Pipelines 101: Common Concepts
This section outlines the main enhancements and differences Pipelines exhibit compared to the classic TeamCity, and explains core concepts and terms.
Common Terms
In Pipelines, any CI/CD routine consists of three logical blocks:
Step — a simple build action an agent performs, such as testing a Maven solution, executing a shell script, or building a Gradle project. Steps are not standalone entities and always have parent Jobs.
Job — a sequence of consecutively executed Steps. These are "build configurations" in classic TeamCity terminology.
Pipeline — a sequence of Jobs executed either consecutively or in parallel. Jobs united in a Pipeline can share output files. Multi-Job Pipelines are counterparts to classic TeamCity "build chains".
Supported VCS and Project Types
Supported version control systems:
GitHub
GitLab
Bitbucket Cloud
TeamCity Pipelines supports any project that can be built locally using Shell commands. In addition, Pipelines feature a few specialized runners tailored to interact with the specific building tools:
Gradle
Maven
NodeJS
Unity (available upon request)
These specialized runners provide quick access to advanced build tool settings: optional command-line arguments, tool version, JVM arguments, and so on.
Initial Setup
When you open TeamCity Pipelines for the first time, TeamCity asks you log in via a GitHub.com, GitLab.com, or Bitbucket Cloud account.
Log in using a regular username/password credentials pair and TeamCity will configure and install an OAuth app to your account. Follow instructions on your screen to grant TeamCity access to your account.

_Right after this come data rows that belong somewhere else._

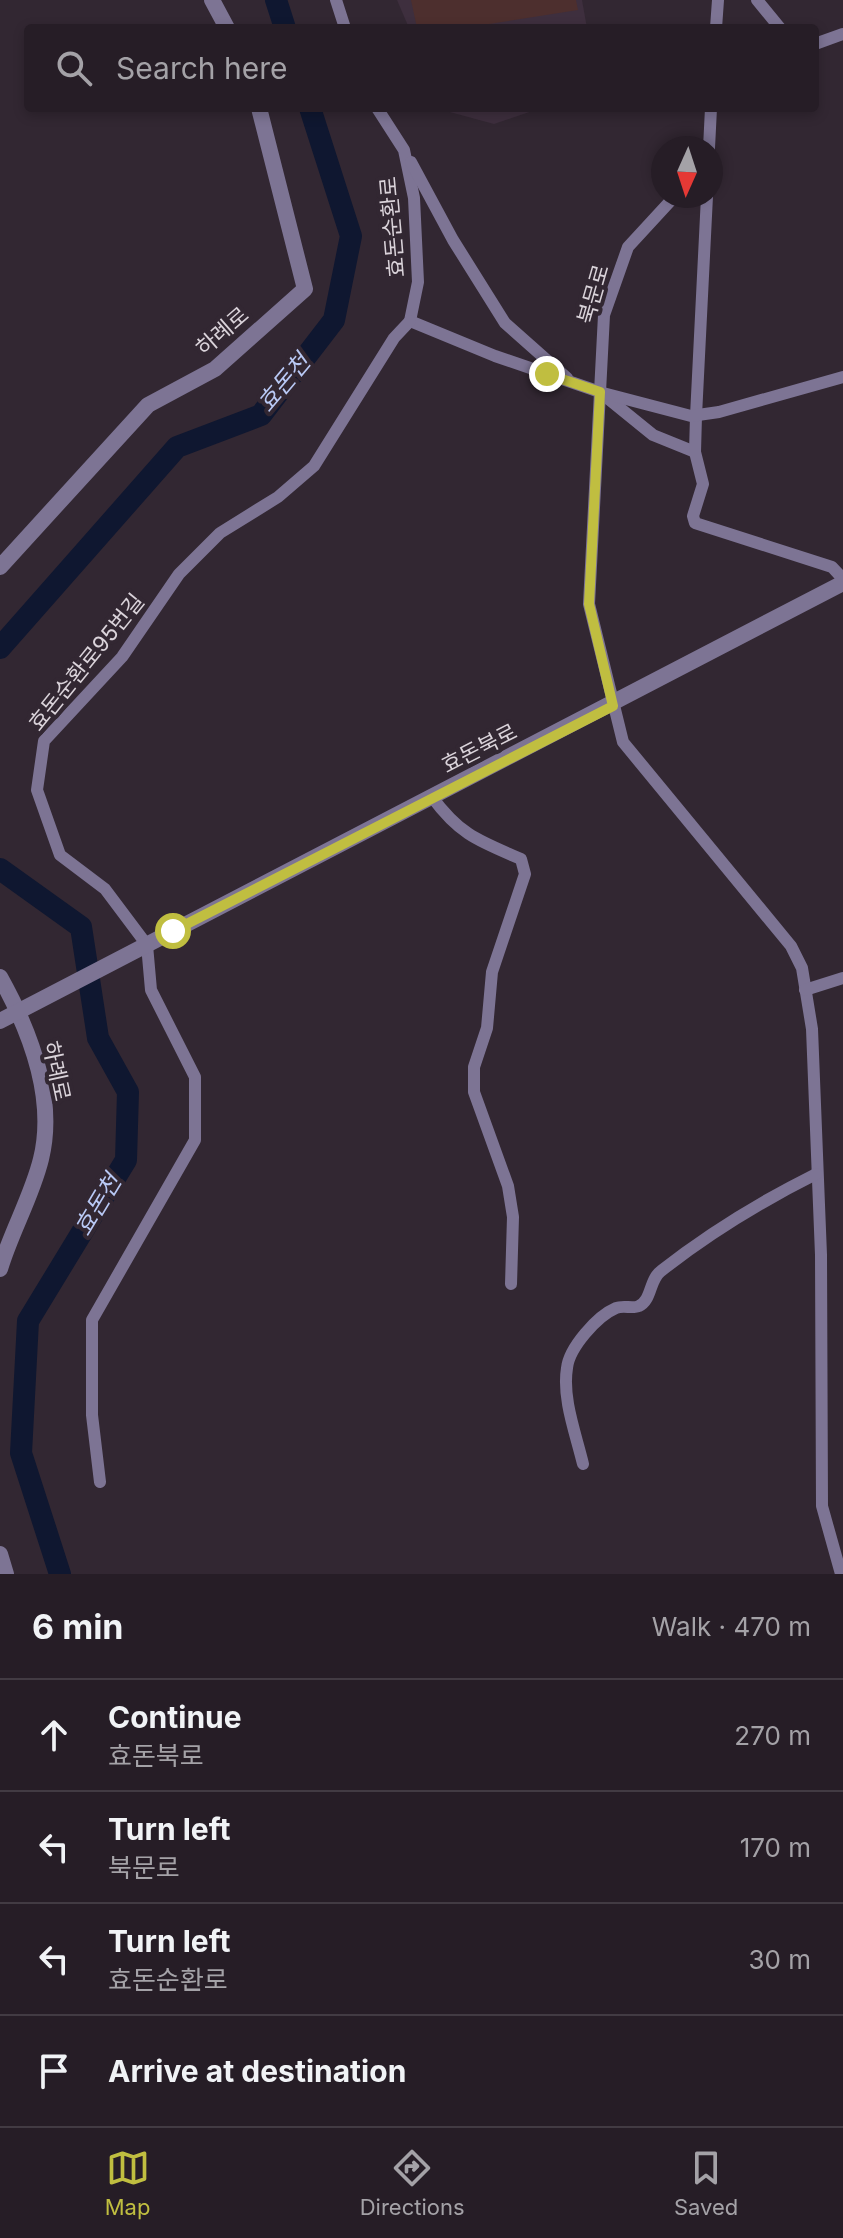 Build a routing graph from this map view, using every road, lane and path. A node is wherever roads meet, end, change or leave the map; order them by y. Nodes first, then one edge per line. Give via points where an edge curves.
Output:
1 (212, 0) edge
2 (336, 0) edge
3 (718, 0) edge
4 (757, 0) edge
5 (225, 24) edge
6 (344, 24) edge
7 (716, 24) edge
8 (776, 24) edge
9 (843, 34) edge
10 (819, 43) edge
11 (260, 112) edge
12 (380, 112) edge
13 (711, 112) edge
14 (710, 136) edge
15 (404, 150) junction
16 (664, 208) edge
17 (706, 208) edge
18 (410, 321) junction
19 (843, 377) edge
20 (572, 382) junction
21 (600, 392) junction
22 (696, 416) junction
23 (695, 452) junction
24 (0, 567) edge
25 (843, 581) edge
26 (613, 706) junction
27 (432, 797) junction
28 (140, 948) junction
29 (0, 977) edge
30 (843, 978) edge
31 (805, 990) junction
32 (20, 1012) junction
33 (0, 1021) edge
34 (816, 1174) junction
35 (0, 1269) edge
36 (511, 1284) dead end
37 (583, 1464) dead end
38 (100, 1482) dead end
39 (0, 1554) edge
40 (6, 1574) edge
41 (841, 1574) edge

1 - 5 street
2 - 6 street
3 - 7 street
4 - 8 street
9 - 10 street
11 - 24 street, 하례로 via 305,289 215,369 148,405
12 - 15 street, 효돈순환로
13 - 14 street
15 - 18 street, 효돈순환로 via 414,198 418,282
15 - 20 street via 505,323
16 - 21 street, 북문로 via 628,247 604,315
17 - 22 street
18 - 20 street
18 - 28 street, 효돈순환로95번길 via 314,466 278,497 220,533 179,574 122,657 44,741 37,790 60,855 105,889
19 - 22 street
20 - 21 street
21 - 22 street
21 - 23 street via 653,435
21 - 26 street, 북문로 via 589,604
22 - 23 street
23 - 25 street via 703,484 695,523 832,567
25 - 26 street, 효돈북로
26 - 27 street, 효돈북로
26 - 31 street, 북문로 via 623,742 791,946
27 - 28 street, 효돈북로
27 - 36 street via 452,824 477,842 521,859 525,874 492,972 487,1028 474,1067 474,1092 508,1186 513,1217
28 - 32 street, 효돈북로
28 - 38 street via 151,990 195,1077 195,1140 92,1320 92,1415
29 - 32 street, 하례로
30 - 31 street
31 - 34 street, 북문로 via 812,1029
32 - 33 street
32 - 35 street, 하례로 via 42,1096 45,1133 41,1160
34 - 37 street via 772,1196 657,1273 647,1300 638,1307 616,1307 597,1322 566,1367 567,1399
34 - 41 street, 북문로 via 822,1506
39 - 40 street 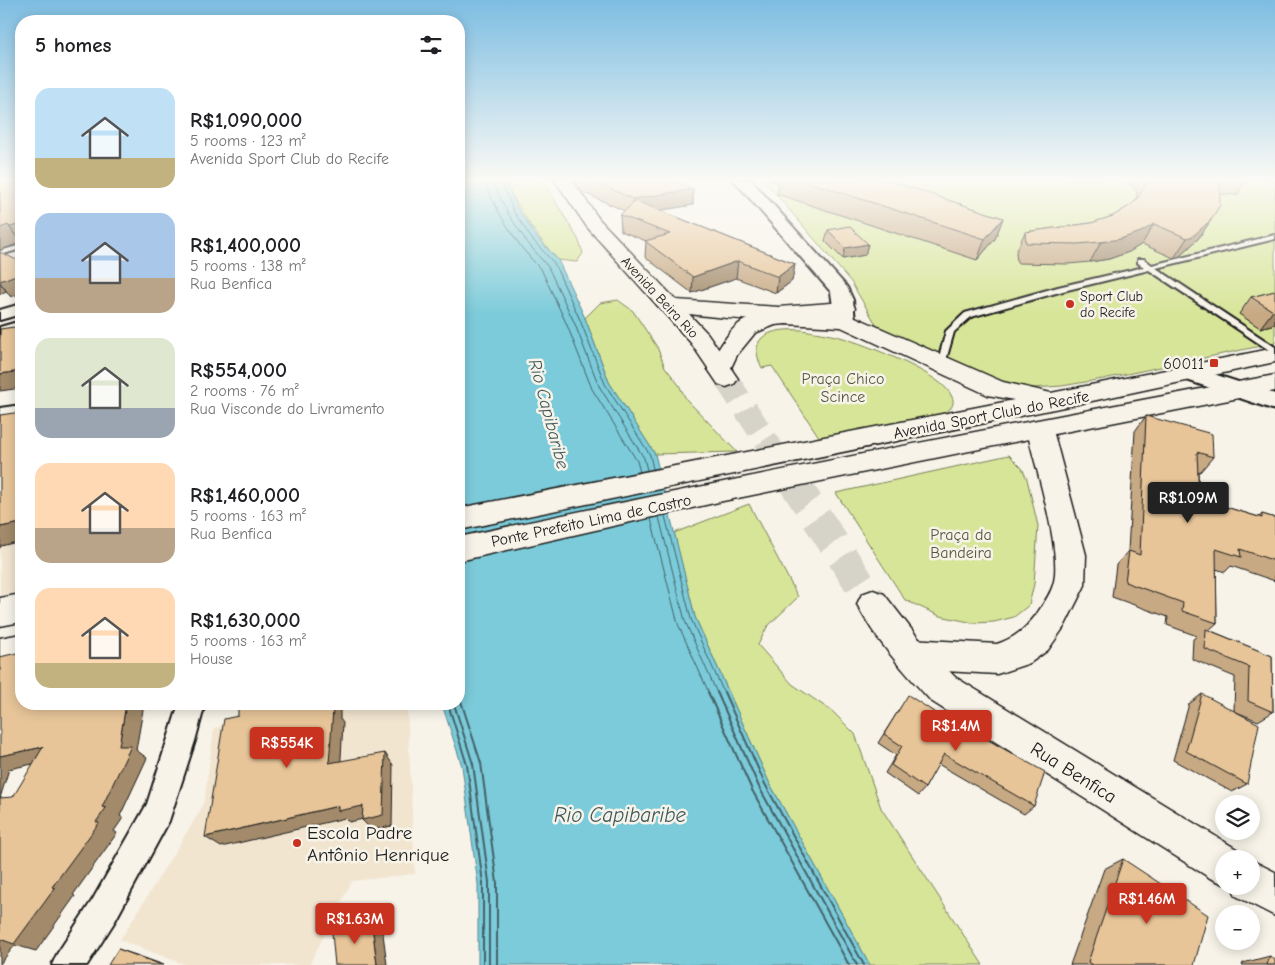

The installed OAuth app grants TeamCity the following permissions:
Read org and team membership
Read org projects
Full control of private repositories
Access user email addresses (read-only)
Write repository hooks
TeamCity uses OAuth apps to scan for repositories owned by and shared with you. You will be able to create new projects by clicking any repository from the list.
You can revoke TeamCity’s access to VCS at any time. To do this, open your VCS account settings and revoke access permissions for the TeamCity Cloud Dev app. For example, on GitHub navigate to the Applications | Authorized OAuth Apps page.
YAML Configuration
TeamCity can display all Pipeline, Job, and Step settings as a YAML markup. When editing a Pipeline, use the Visual/YAML toggle switch between editing modes.
A YAML configuration file allows you to quickly view, validate, edit, and share settings of your building routine. The syntax editor highlights keywords and shows compilation errors.
See this article for more information: Working with YAML.
Optimization
TeamCity Pipelines employ a number of smart features that allow builds to avoid wasting precious time and resources on performing repeated actions. For example, if your Jobs are organized in a single "Job A → Job B" chain and "Job A" detects no new pending changes, "Job B" can reuse the last successful "Job A" build instead of triggering it anew.